Let me start off by saying that this is an excellent plugin and I haven’t been able to find any contending alternatives (yet!)
The shortcodes in particular allow you to extract very specific sets of posts. However from the documentation I’m a little confused about the usage of the must_include_categories shortcode. In one part of the docs it says that must_include_categories should be a ‘true/false’ flag to indicate the AND logic, whereas in another part of the docs it says that the shortcode should directly list out the categories (rather than reference the taxonomy shortcode).
Would appreciate some clarification on show this shortcode should be used. What I’m basically trying to achieve is to pull only posts that belong to BOTH catA and catB, but so far I’m only able to pull posts that belong to either catA OR catB.
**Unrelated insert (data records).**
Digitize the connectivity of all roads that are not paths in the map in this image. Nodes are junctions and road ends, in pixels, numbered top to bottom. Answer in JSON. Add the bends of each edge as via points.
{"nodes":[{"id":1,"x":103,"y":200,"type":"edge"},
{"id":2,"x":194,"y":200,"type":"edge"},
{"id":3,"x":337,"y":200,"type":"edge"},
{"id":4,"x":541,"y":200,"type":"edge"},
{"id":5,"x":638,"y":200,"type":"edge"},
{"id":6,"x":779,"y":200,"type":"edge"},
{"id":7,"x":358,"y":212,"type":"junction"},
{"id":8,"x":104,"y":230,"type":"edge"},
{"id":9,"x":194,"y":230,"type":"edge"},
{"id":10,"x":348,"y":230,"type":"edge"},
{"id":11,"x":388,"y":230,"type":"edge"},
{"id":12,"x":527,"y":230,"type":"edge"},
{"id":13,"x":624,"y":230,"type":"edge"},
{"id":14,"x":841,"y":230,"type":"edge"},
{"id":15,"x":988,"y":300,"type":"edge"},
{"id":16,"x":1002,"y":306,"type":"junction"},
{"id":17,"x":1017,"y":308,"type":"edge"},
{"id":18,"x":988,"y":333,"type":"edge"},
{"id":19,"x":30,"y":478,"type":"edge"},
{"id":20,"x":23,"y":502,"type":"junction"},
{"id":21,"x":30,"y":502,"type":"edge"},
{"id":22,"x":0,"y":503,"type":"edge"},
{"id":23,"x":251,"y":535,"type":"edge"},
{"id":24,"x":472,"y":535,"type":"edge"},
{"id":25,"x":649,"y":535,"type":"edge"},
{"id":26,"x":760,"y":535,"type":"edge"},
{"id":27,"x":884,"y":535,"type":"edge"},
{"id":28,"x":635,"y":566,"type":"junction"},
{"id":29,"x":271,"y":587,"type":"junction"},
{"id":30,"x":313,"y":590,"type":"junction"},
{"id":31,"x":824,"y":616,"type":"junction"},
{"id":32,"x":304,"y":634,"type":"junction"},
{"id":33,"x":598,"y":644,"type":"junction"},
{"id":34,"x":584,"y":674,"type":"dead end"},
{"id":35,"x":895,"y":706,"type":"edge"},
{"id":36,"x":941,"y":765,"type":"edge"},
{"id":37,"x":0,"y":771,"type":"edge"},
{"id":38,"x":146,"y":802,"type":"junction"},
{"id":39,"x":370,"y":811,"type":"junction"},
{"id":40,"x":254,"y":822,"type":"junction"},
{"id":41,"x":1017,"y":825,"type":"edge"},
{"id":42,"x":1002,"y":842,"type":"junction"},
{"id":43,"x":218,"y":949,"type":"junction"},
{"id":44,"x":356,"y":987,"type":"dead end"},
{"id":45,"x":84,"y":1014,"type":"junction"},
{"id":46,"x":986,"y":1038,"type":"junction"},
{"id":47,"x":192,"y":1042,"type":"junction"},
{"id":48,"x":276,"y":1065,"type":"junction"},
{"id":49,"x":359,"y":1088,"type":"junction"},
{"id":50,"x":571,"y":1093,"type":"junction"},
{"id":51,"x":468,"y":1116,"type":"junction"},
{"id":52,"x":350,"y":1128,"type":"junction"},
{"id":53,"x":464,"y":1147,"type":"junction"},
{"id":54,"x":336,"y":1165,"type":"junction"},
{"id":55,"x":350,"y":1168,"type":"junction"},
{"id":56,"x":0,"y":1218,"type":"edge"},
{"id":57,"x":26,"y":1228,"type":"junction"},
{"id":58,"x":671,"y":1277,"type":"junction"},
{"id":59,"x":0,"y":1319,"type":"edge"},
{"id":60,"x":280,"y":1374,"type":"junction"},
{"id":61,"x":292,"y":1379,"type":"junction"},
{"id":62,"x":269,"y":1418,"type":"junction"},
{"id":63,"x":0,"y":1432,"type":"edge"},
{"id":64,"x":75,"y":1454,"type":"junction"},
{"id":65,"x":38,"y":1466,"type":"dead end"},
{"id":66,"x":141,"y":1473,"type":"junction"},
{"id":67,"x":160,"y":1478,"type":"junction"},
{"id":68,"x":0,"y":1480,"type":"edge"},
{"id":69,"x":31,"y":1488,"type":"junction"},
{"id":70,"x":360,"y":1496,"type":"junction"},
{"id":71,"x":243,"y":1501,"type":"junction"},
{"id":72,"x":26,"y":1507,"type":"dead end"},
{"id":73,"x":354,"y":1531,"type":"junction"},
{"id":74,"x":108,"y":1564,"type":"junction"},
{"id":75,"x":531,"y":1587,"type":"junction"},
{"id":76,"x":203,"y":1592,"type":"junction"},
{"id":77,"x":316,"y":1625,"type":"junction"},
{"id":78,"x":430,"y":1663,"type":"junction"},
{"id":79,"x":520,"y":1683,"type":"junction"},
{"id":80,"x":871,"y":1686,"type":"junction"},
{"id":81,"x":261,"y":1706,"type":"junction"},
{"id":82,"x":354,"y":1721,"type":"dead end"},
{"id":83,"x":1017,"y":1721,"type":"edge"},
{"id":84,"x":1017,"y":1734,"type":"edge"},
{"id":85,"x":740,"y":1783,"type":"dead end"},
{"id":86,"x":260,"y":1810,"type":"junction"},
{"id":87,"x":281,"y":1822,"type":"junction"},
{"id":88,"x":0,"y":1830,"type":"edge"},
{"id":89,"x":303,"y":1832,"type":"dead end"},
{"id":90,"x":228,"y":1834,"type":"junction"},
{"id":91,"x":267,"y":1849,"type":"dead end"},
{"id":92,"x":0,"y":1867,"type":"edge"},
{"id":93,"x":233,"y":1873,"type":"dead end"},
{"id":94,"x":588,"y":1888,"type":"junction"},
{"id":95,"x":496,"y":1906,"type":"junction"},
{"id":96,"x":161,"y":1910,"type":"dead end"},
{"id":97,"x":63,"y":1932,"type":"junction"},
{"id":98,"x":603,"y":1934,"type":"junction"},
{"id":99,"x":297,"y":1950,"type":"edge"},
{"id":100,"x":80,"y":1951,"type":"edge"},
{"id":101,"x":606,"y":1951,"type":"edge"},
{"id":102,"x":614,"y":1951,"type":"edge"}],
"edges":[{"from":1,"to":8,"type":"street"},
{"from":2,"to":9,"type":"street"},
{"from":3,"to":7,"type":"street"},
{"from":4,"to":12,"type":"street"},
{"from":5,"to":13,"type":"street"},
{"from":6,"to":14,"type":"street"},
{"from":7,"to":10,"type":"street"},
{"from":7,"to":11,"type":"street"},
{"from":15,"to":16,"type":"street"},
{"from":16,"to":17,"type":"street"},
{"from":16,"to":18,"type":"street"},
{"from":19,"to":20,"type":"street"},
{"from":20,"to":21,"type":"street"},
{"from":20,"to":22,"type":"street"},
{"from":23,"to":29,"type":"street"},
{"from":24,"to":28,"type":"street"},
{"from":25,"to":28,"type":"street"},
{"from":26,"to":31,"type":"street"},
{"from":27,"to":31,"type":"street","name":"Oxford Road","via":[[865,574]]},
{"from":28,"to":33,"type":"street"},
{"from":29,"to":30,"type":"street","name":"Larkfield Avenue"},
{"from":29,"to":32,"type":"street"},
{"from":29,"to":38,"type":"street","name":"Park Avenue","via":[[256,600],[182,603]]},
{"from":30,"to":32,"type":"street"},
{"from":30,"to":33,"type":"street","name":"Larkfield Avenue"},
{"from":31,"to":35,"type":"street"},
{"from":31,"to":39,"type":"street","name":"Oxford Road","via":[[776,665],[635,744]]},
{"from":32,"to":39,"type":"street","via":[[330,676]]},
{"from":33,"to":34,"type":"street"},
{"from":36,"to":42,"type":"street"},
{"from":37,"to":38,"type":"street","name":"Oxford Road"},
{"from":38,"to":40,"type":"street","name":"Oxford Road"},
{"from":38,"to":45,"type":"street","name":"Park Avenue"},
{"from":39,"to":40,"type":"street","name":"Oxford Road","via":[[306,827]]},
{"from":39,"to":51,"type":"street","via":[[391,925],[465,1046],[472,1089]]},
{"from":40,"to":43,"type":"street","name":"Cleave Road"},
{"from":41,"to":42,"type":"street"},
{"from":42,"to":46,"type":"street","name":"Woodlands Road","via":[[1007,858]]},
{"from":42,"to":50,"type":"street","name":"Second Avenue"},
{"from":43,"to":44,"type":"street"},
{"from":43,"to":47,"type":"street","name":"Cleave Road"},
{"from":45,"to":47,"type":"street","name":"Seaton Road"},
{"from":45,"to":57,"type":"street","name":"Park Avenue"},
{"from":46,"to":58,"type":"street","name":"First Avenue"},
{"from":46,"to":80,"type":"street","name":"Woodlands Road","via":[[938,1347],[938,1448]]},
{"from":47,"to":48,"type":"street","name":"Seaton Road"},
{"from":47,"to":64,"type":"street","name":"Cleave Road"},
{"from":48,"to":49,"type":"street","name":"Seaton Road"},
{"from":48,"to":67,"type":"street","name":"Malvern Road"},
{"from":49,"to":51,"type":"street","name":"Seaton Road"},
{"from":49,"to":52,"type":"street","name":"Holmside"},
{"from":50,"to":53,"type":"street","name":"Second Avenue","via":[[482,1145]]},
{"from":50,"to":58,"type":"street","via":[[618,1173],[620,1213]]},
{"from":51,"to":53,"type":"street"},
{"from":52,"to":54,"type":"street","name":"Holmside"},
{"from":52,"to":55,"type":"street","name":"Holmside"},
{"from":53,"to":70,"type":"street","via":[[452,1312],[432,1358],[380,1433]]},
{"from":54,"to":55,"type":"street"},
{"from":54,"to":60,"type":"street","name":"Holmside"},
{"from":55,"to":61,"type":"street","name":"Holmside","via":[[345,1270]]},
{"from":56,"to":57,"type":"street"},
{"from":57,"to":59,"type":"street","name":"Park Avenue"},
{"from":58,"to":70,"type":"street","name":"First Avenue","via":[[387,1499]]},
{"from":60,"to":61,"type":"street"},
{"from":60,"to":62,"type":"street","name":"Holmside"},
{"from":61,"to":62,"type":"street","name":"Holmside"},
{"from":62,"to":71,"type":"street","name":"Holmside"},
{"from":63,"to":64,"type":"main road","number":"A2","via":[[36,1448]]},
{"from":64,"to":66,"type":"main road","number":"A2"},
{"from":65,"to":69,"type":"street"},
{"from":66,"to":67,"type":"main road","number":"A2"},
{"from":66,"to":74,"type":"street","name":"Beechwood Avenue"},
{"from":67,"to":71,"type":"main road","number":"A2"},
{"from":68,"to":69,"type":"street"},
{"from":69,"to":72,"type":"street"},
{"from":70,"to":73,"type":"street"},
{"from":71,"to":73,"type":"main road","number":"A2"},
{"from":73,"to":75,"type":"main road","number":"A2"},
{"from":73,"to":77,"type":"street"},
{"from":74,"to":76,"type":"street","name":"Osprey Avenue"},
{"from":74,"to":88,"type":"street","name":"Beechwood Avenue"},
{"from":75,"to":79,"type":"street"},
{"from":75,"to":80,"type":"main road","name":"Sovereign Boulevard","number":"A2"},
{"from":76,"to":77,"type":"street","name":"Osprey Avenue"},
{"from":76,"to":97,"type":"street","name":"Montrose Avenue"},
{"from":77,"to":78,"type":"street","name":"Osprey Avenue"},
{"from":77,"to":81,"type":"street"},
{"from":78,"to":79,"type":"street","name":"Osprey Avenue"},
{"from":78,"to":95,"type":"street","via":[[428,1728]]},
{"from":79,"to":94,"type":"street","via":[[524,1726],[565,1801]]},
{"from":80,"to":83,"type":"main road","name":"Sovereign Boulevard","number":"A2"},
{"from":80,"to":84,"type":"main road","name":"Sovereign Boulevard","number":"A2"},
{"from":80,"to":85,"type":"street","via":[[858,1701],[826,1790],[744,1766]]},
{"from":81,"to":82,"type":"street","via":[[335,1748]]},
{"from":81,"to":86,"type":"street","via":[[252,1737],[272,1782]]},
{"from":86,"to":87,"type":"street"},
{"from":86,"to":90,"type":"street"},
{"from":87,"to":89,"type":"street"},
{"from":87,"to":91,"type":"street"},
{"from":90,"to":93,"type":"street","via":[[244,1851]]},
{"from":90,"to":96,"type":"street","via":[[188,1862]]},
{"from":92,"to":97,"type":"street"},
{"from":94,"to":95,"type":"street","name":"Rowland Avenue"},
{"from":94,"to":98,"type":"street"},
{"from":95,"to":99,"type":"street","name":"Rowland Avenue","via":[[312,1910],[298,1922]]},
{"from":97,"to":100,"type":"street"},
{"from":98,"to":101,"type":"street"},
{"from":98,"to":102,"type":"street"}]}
Hi thanks for the quick response. I have tried listing out both categories using the taxonomy param, and then setting must_include_categories=’true’, but what I’m getting is OR logic output rather than AND logic output. So I’m getting posts that just belong to 1 of the 2 categories. Using plugin version 7.1.9. Any ideas?
Hey John, really appreciate the time you took to make the video. It does reaffirm how it works.
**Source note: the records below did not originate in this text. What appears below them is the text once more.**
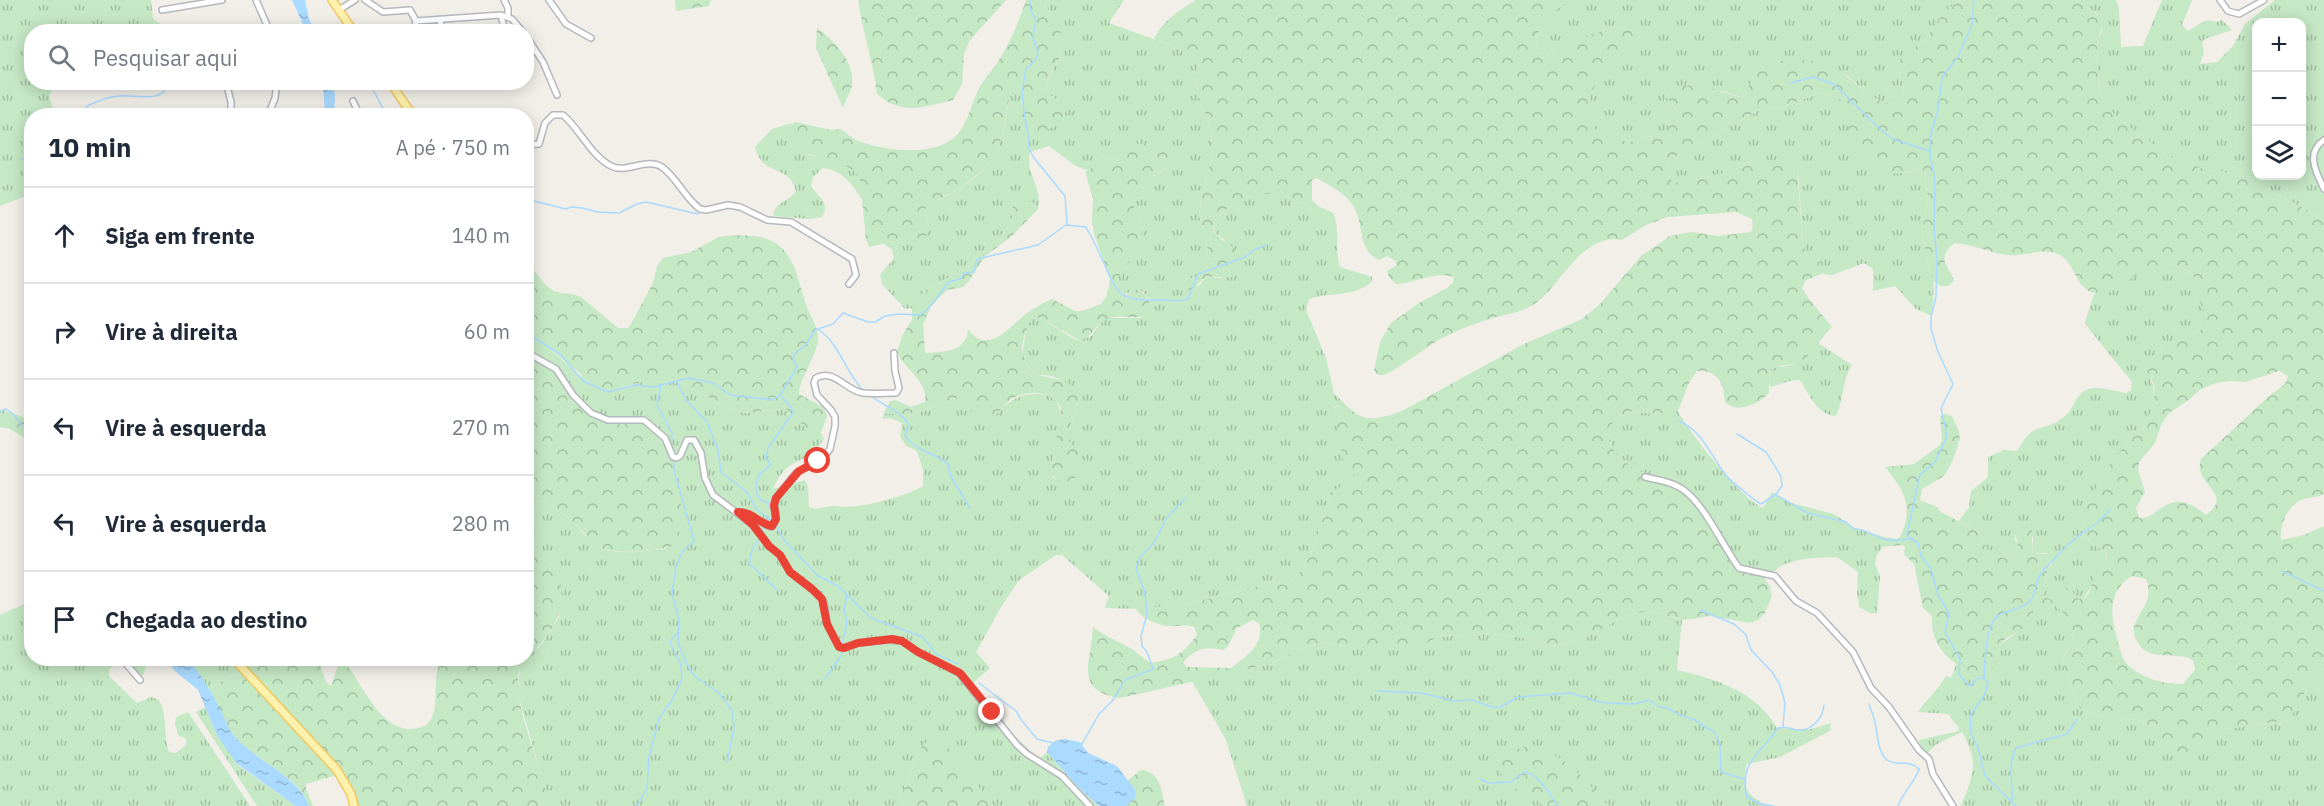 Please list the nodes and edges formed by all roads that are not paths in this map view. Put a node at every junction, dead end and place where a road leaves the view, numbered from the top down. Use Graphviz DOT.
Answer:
graph roads {
  1 [pos="176,0"];
  2 [pos="222,0"];
  3 [pos="256,0"];
  4 [pos="332,0"];
  5 [pos="355,0"];
  6 [pos="365,0"];
  7 [pos="504,0"];
  8 [pos="549,0"];
  9 [pos="2220,0"];
  10 [pos="2264,0"];
  11 [pos="177,7"];
  12 [pos="162,10"];
  13 [pos="339,10"];
  14 [pos="501,15"];
  15 [pos="508,17"];
  16 [pos="440,19"];
  17 [pos="416,21"];
  18 [pos="266,24"];
  19 [pos="349,24"];
  20 [pos="415,24"];
  21 [pos="441,24"];
  22 [pos="503,24"];
  23 [pos="515,24"];
  24 [pos="591,38"];
  25 [pos="534,48"];
  26 [pos="228,90"];
  27 [pos="276,90"];
  28 [pos="395,90"];
  29 [pos="557,95"];
  30 [pos="353,101"];
  31 [pos="231,108"];
  32 [pos="270,108"];
  33 [pos="356,108"];
  34 [pos="408,108"];
  35 [pos="2324,140"];
  36 [pos="534,144"];
  37 [pos="2324,189"];
  38 [pos="849,284"];
  39 [pos="894,353"];
  40 [pos="534,356"];
  41 [pos="1645,477"];
  42 [pos="738,512"];
  43 [pos="128,666"];
  44 [pos="240,666"];
  45 [pos="140,680"];
  46 [pos="354,806"];
  47 [pos="1090,806"];
  48 [pos="1953,806"];
  1 -- 11 [label="street"];
  2 -- 11 [label="street"];
  3 -- 18 [label="street"];
  4 -- 13 [label="main road"];
  5 -- 13 [label="street"];
  6 -- 17 [label="street"];
  7 -- 15 [label="street"];
  8 -- 24 [label="street"];
  9 -- 10 [label="street"];
  11 -- 12 [label="street"];
  13 -- 19 [label="main road"];
  14 -- 15 [label="street"];
  14 -- 16 [label="street"];
  14 -- 22 [label="street"];
  15 -- 23 [label="street"];
  16 -- 17 [label="street"];
  16 -- 21 [label="street"];
  17 -- 20 [label="street"];
  25 -- 29 [label="street"];
  26 -- 31 [label="street"];
  27 -- 32 [label="street"];
  28 -- 34 [label="main road"];
  30 -- 33 [label="street"];
  35 -- 37 [label="street"];
  36 -- 38 [label="street"];
  39 -- 42 [label="street"];
  40 -- 42 [label="street"];
  41 -- 48 [label="street"];
  42 -- 47 [label="street"];
  43 -- 45 [label="street"];
  44 -- 46 [label="main road"];
}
I found out why it didn’t work for me. Let me explain my set-up in a way analogous to your demo:
I had TestPostA belonging to both categories CatA and CatB.
I had TestPostB belonging to just category CatB.
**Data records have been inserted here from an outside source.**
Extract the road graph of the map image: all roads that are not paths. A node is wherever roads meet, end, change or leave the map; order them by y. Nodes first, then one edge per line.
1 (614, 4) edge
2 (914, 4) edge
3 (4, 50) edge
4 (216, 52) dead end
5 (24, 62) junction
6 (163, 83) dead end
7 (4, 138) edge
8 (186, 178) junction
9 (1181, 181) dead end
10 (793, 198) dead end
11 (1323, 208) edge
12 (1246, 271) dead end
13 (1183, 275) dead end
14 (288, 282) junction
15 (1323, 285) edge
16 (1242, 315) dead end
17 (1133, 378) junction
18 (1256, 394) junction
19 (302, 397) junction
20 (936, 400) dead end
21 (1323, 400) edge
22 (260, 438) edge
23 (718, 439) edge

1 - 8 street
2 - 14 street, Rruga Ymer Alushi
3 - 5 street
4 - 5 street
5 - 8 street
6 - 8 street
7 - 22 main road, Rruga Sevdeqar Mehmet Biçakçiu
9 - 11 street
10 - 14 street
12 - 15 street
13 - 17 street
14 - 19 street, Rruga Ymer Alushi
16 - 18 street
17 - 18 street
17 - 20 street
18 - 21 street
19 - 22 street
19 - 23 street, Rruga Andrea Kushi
When I ran the shortcode [taxonomy=’CatA, CatB’ must_include_categories=’true’] I still got both TestPostA and TestPostB being pulled, contrary to the expected behaviour of just getting TestPostA.
And now here’s what I found: For TestPostB, not only did it belong to a category named “CatB”, but it also had a tag with the identical name, i.e. a TAG called “CatB”.
So to revise the original understanding:
I had TestPostA belonging to both categories CatA and CatB.
I had TestPostB belonging to just category ‘CatB’ BUT also having a TAG ‘CatB’
And this somehow caused the plugin to include TestPostB in the results, despite TestPostB not associated to neither a category nor a tag named ‘CatA’.
To reproduce this in your demo, I suspect that if you add a “Novels” TAG to your Test Post B, it would show up in the results despite the must_include_categories=”true” flag that’s supposed to exclude it.
To avoid the problem now, I’ve simply removed all tags that had identical names to categories, since they were redundant info in my case anyways.
I would be interested to know if this is reproducible on your side, but for now I don’t have any further issues.
I added a tag called history to the post with a category named history and ended up with the same results as you. As for now to fix it (until I get around to updating the plugin) add the argument taxonomy_type='category' and that alleviates the problem.
I have tested the above on my website and it works as should.
For the near future as of now to avoid wrong posts you must use taxonomy_type with only one value. That is taxonomy_type='category' or taxonomy_type='tag' but not taxonomy_type='category,tag' when must_include_categories='true' is set.